Social housing 1737

The volumetric organization of this project encourages the biological and recreational continuity between the Serra de les Ferreres zone and the Llobregat Agricultural Park in Gavà, Catalonia, complementing the longitudinal circulation with new transversal links that facilitate access to the block.

Opening the interior corners of the complex prevents potentially insecure dead zones, while the staggered buildings adapt to the natural slope of the plot. Only the paths leading to the stairs receive minimal paving; the rest of the land is used as a drainage area to manage the water cycle and consolidate the growth of native shrubs and almond, carob and olive trees.

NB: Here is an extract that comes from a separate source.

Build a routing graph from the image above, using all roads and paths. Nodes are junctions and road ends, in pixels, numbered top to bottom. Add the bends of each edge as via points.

As the plot provides good views and pleasant surroundings, an additive system generates the building and intensifies relations between the inhabited spaces and their environs. All rooms face outward, toward the landscape. At the same time, however, these rooms enclose a cloister-like central atrium where the services and circulations are concentrated, giving generous natural light and cross ventilation to all the spaces.

The project shapes 3 continuous rings – terrace, program, and circulation – with the compact vertical communication cores placed inside the atrium to serve 4 dwellings per level. This layout yields 136 apartments. The central atrium, a sheltered and slightly tempered space, ventilates the stairwell, nuances the dwellings, and makes the residences more comfortable.

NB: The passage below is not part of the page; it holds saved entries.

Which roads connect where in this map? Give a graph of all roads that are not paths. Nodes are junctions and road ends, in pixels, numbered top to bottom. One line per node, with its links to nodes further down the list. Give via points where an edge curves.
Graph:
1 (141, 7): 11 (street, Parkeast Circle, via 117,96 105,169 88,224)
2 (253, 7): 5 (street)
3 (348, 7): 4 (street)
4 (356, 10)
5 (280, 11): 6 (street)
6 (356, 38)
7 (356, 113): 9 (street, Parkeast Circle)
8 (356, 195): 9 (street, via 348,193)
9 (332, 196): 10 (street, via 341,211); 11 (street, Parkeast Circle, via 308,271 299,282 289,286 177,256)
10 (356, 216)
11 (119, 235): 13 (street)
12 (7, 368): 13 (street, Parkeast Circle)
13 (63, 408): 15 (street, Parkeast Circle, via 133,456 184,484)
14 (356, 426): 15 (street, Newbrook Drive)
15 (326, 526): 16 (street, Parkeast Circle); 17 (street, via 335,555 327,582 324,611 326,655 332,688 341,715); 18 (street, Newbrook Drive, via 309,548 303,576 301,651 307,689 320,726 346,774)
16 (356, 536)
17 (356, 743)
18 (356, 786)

Each apartment is shaped by a series of identical non-hierarchical modules, each 10.6 m2, which can be used as living room, kitchen, or bedroom, with outward-facing transition spaces surrounding each room. Along the outer wall, a continuous 1.5-meter-wide balcony runs toward the atrium while an almost symmetric corridor space acts like a glazed porch and converts bathrooms, storage space, or lounge room annexes. Designed as a denser plinth, the ground floor does not use the atrium directly. More conventional, compact typologies are employed to resolve the vestibules, following the same spatial matrix.

Wood and vegetation complement the materiality of the concrete outer walls. A hybrid structure with screens and concrete slabs separates the dwellings, combined with structural concrete slim pillars that permit short, efficient spans and characterize the space in each room.

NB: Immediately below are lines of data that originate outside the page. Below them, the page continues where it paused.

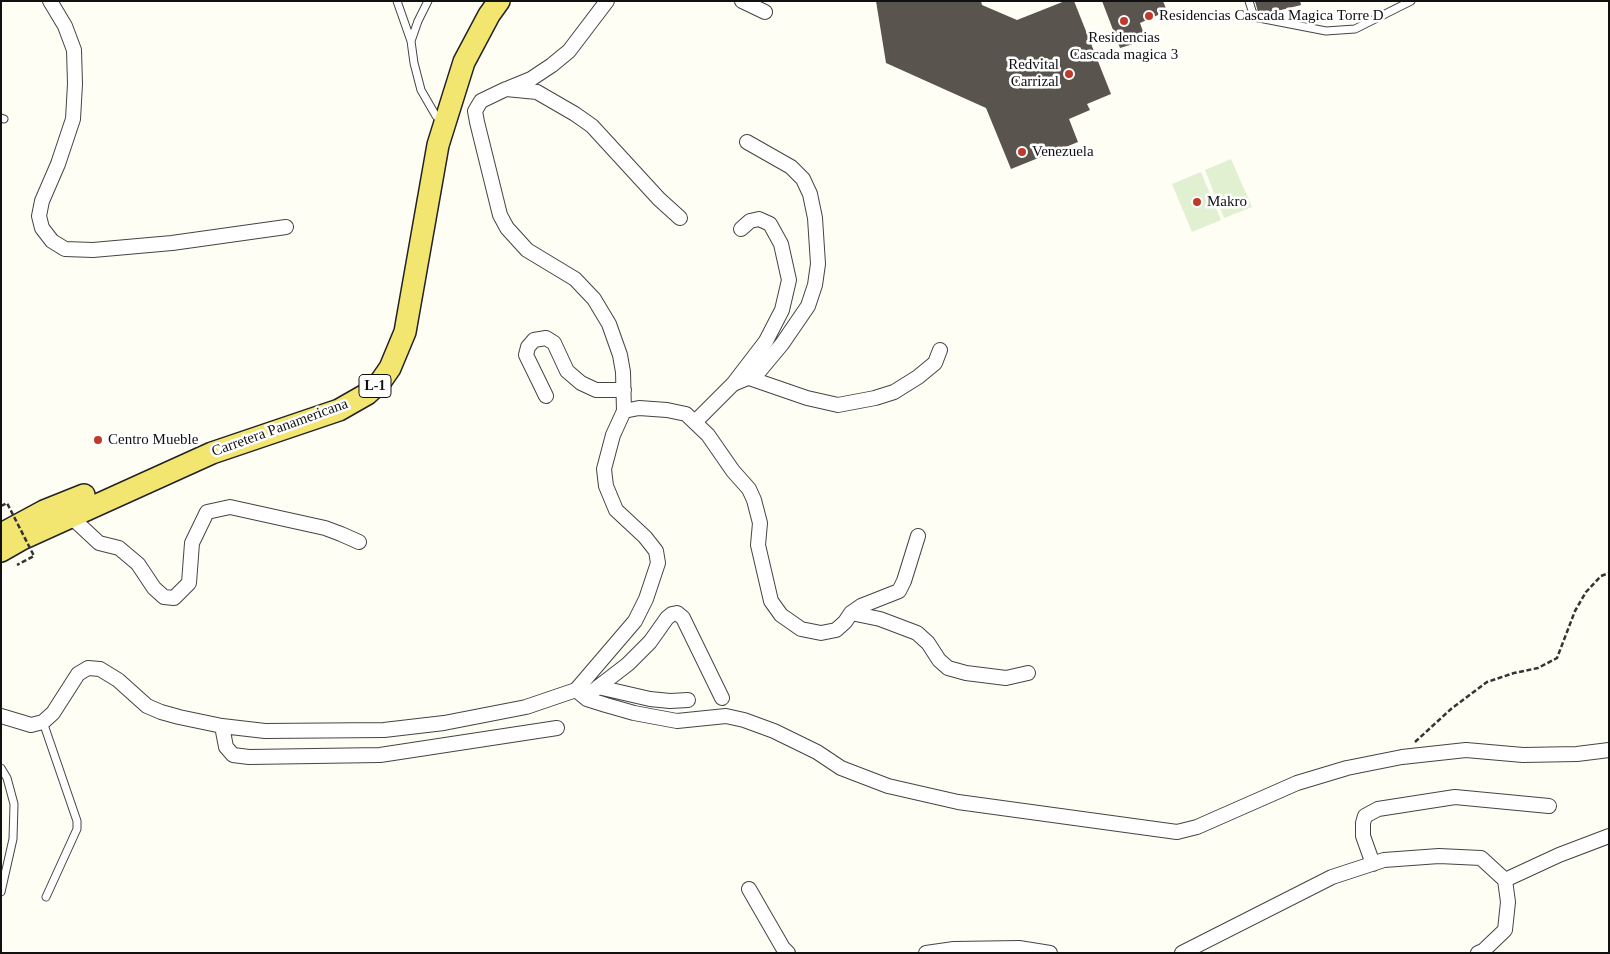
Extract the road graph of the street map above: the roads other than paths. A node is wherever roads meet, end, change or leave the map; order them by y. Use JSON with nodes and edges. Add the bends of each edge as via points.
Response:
{"nodes":[{"id":1,"x":50,"y":1,"type":"edge"},
{"id":2,"x":397,"y":1,"type":"edge"},
{"id":3,"x":428,"y":1,"type":"edge"},
{"id":4,"x":485,"y":1,"type":"edge"},
{"id":5,"x":499,"y":1,"type":"edge"},
{"id":6,"x":607,"y":1,"type":"edge"},
{"id":7,"x":742,"y":1,"type":"edge"},
{"id":8,"x":1249,"y":1,"type":"edge"},
{"id":9,"x":1411,"y":1,"type":"edge"},
{"id":10,"x":765,"y":12,"type":"dead end"},
{"id":11,"x":411,"y":41,"type":"junction"},
{"id":12,"x":506,"y":89,"type":"junction"},
{"id":13,"x":436,"y":116,"type":"junction"},
{"id":14,"x":747,"y":142,"type":"dead end"},
{"id":15,"x":680,"y":218,"type":"dead end"},
{"id":16,"x":286,"y":227,"type":"dead end"},
{"id":17,"x":741,"y":229,"type":"dead end"},
{"id":18,"x":940,"y":350,"type":"dead end"},
{"id":19,"x":748,"y":378,"type":"junction"},
{"id":20,"x":733,"y":384,"type":"junction"},
{"id":21,"x":624,"y":390,"type":"junction"},
{"id":22,"x":546,"y":396,"type":"dead end"},
{"id":23,"x":624,"y":411,"type":"junction"},
{"id":24,"x":695,"y":422,"type":"junction"},
{"id":25,"x":44,"y":511,"type":"junction"},
{"id":26,"x":70,"y":516,"type":"junction"},
{"id":27,"x":1,"y":523,"type":"edge"},
{"id":28,"x":1,"y":534,"type":"edge"},
{"id":29,"x":918,"y":536,"type":"dead end"},
{"id":30,"x":358,"y":542,"type":"dead end"},
{"id":31,"x":1,"y":551,"type":"edge"},
{"id":32,"x":851,"y":613,"type":"junction"},
{"id":33,"x":1028,"y":673,"type":"dead end"},
{"id":34,"x":598,"y":687,"type":"junction"},
{"id":35,"x":581,"y":695,"type":"junction"},
{"id":36,"x":722,"y":698,"type":"dead end"},
{"id":37,"x":688,"y":700,"type":"dead end"},
{"id":38,"x":1,"y":716,"type":"edge"},
{"id":39,"x":43,"y":722,"type":"junction"},
{"id":40,"x":222,"y":726,"type":"junction"},
{"id":41,"x":556,"y":728,"type":"dead end"},
{"id":42,"x":1609,"y":750,"type":"edge"},
{"id":43,"x":1,"y":768,"type":"edge"},
{"id":44,"x":1549,"y":806,"type":"dead end"},
{"id":45,"x":1609,"y":836,"type":"edge"},
{"id":46,"x":1373,"y":864,"type":"junction"},
{"id":47,"x":1505,"y":880,"type":"junction"},
{"id":48,"x":749,"y":889,"type":"dead end"},
{"id":49,"x":1,"y":892,"type":"edge"},
{"id":50,"x":46,"y":897,"type":"dead end"},
{"id":51,"x":788,"y":953,"type":"edge"},
{"id":52,"x":926,"y":953,"type":"edge"},
{"id":53,"x":1050,"y":953,"type":"edge"},
{"id":54,"x":1182,"y":953,"type":"edge"},
{"id":55,"x":1478,"y":953,"type":"edge"}],
"edges":[{"from":1,"to":16,"type":"street","via":[[74,50],[75,84],[73,119],[39,216],[42,228],[52,241],[65,249],[92,250]]},
{"from":2,"to":11,"type":"lane"},
{"from":3,"to":11,"type":"lane"},
{"from":4,"to":13,"type":"main road","name":"Carretera Panamericana","number":"L-1","via":[[454,56]]},
{"from":5,"to":26,"type":"main road","name":"Carretera Panamericana","number":"L-1","via":[[464,62],[438,146],[405,332],[381,381],[367,394],[339,410],[212,453]]},
{"from":6,"to":12,"type":"street","via":[[569,51],[531,79]]},
{"from":7,"to":10,"type":"street"},
{"from":8,"to":9,"type":"lane","via":[[1254,17],[1326,31],[1355,29]]},
{"from":11,"to":13,"type":"lane","via":[[422,90]]},
{"from":12,"to":15,"type":"street","via":[[537,92],[592,126]]},
{"from":12,"to":21,"type":"street","via":[[480,101],[475,111],[500,215],[526,250],[575,279],[594,299],[609,324],[620,355]]},
{"from":13,"to":25,"type":"main road","name":"Carretera Panamericana","number":"L-1","via":[[427,145],[395,330],[374,372],[332,402],[209,442]]},
{"from":14,"to":19,"type":"street","via":[[791,167],[803,179],[812,202],[818,247],[815,285],[808,306],[757,374]]},
{"from":17,"to":20,"type":"street","via":[[750,221],[759,219],[770,224],[781,244],[788,280],[782,310],[766,342]]},
{"from":18,"to":19,"type":"street","via":[[936,363],[894,392],[838,405]]},
{"from":19,"to":20,"type":"street"},
{"from":20,"to":24,"type":"street"},
{"from":21,"to":22,"type":"street","via":[[596,390],[581,383],[567,371],[554,343],[546,338],[534,340],[526,355]]},
{"from":21,"to":23,"type":"street"},
{"from":23,"to":24,"type":"street","via":[[639,408],[667,410],[686,414]]},
{"from":23,"to":35,"type":"street","via":[[608,452],[604,469],[606,486],[616,510],[656,551],[658,563],[635,621],[612,646]]},
{"from":24,"to":32,"type":"street","via":[[749,489],[754,500],[760,523],[758,545],[764,574],[771,601],[781,615],[801,628],[821,633],[836,630]]},
{"from":25,"to":27,"type":"street"},
{"from":25,"to":28,"type":"main road","name":"Carretera Panamericana","number":"L-1"},
{"from":26,"to":30,"type":"street","via":[[99,543],[119,548],[138,564],[164,597],[174,598],[189,583],[192,543],[207,512],[230,507],[325,528]]},
{"from":26,"to":31,"type":"main road","name":"Carretera Panamericana","number":"L-1"},
{"from":29,"to":32,"type":"street","via":[[899,591]]},
{"from":32,"to":33,"type":"street","via":[[916,633],[948,668],[1006,678]]},
{"from":34,"to":35,"type":"street"},
{"from":34,"to":36,"type":"street","via":[[628,664],[650,642],[667,618],[677,613],[683,618]]},
{"from":34,"to":37,"type":"street","via":[[670,701]]},
{"from":35,"to":40,"type":"street","via":[[444,723],[384,730],[265,731]]},
{"from":35,"to":42,"type":"street","via":[[634,714],[678,721],[726,716],[744,720],[817,752],[841,768],[888,786],[958,802],[1177,832],[1197,827],[1298,783],[1347,768],[1466,750],[1523,755]]},
{"from":38,"to":39,"type":"street","via":[[31,724]]},
{"from":39,"to":40,"type":"street","via":[[53,713],[78,674],[88,668],[100,669],[118,680],[147,706],[179,718]]},
{"from":39,"to":50,"type":"lane","via":[[77,821],[77,829]]},
{"from":40,"to":41,"type":"street","via":[[226,746],[233,755],[249,757],[380,755]]},
{"from":43,"to":49,"type":"lane","via":[[14,804],[13,839]]},
{"from":44,"to":46,"type":"street","via":[[1455,797],[1378,809],[1365,816],[1363,823],[1362,836]]},
{"from":45,"to":47,"type":"street"},
{"from":46,"to":47,"type":"street","via":[[1384,860],[1439,856],[1481,858]]},
{"from":46,"to":54,"type":"street","via":[[1332,877]]},
{"from":47,"to":55,"type":"street","via":[[1508,902],[1505,930]]},
{"from":48,"to":51,"type":"street"},
{"from":52,"to":53,"type":"street","via":[[1019,948]]}]}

The building uses reinforced concrete in the structural elements, and although it is a material that penalizes CO2 emissions, the structure has been designed by optimizing the sections, with small spans and pillars also defining the façade. It should also be taken into account that the concrete structure has a longer lifespan, which means that the impact of CO2 emissions due to building in concrete is diluted over more years.